TASK INSTRUCTIONS =>
From the entries below, say how many lines carry the word "البزوم", and give nothing but the number.

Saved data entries
::::
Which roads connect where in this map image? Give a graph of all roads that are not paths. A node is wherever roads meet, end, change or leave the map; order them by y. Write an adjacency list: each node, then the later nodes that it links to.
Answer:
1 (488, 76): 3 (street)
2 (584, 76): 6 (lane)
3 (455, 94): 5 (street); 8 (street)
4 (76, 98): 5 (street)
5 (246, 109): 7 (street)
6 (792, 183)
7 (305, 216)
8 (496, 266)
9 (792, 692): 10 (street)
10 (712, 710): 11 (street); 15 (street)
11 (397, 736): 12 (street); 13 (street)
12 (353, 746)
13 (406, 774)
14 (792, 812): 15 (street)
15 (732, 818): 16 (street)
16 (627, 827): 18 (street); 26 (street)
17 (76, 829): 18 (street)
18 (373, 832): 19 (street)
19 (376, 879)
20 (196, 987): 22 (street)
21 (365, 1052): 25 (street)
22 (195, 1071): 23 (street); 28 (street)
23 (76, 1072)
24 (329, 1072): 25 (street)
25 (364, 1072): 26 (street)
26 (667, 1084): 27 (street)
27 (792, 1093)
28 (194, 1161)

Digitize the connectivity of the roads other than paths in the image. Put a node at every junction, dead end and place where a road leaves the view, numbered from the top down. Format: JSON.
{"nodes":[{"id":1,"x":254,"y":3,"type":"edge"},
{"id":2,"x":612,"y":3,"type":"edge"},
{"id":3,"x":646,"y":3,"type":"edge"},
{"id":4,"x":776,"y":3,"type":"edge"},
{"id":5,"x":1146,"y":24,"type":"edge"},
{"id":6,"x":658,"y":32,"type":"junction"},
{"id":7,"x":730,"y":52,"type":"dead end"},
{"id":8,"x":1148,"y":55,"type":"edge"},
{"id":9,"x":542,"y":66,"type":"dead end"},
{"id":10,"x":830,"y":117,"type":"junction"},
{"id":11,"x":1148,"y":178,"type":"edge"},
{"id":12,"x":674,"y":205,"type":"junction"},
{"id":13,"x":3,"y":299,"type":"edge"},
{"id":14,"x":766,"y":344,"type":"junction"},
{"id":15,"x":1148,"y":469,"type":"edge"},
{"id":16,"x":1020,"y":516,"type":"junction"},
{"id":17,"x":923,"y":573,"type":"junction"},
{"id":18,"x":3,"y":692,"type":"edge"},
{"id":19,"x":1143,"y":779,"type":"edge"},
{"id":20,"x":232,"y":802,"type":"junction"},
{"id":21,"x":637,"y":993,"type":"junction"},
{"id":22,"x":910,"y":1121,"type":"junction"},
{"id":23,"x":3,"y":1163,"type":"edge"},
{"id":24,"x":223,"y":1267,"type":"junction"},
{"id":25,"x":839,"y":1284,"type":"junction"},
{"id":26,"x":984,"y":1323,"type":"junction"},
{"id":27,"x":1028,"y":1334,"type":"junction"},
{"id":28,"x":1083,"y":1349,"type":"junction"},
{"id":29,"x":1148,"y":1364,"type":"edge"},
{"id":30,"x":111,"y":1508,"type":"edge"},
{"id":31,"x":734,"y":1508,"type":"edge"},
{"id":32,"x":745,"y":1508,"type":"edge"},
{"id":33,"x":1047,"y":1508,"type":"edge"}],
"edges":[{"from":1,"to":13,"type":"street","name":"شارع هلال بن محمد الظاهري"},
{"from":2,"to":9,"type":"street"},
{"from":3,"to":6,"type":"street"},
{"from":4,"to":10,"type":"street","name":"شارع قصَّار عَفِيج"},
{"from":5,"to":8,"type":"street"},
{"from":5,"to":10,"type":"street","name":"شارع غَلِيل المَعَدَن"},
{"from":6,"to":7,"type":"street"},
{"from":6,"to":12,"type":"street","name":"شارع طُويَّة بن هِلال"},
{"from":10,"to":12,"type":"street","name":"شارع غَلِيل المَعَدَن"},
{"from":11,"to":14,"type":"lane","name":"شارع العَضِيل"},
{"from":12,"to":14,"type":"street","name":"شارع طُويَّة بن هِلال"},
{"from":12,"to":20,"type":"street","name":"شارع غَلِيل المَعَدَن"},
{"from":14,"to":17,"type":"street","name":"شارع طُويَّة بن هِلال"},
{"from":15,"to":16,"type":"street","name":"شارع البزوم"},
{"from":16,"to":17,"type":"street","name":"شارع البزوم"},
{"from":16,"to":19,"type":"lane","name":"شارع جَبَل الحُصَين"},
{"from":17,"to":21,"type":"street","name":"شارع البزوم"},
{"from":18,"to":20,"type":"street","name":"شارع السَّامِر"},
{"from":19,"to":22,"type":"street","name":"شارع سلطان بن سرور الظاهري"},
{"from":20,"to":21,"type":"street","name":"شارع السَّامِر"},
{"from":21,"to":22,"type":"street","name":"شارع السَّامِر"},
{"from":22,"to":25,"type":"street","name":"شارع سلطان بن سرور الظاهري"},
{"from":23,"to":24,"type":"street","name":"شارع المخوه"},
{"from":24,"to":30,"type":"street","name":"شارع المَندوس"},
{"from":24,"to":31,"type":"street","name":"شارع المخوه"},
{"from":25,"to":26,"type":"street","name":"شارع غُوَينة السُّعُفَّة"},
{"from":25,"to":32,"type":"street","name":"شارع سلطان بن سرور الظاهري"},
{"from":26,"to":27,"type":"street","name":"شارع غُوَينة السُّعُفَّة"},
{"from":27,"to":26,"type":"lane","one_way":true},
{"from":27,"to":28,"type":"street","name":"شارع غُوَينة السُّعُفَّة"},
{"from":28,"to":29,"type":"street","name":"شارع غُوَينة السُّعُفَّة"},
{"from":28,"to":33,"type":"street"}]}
::::
EXERCISE ANSWER =>
3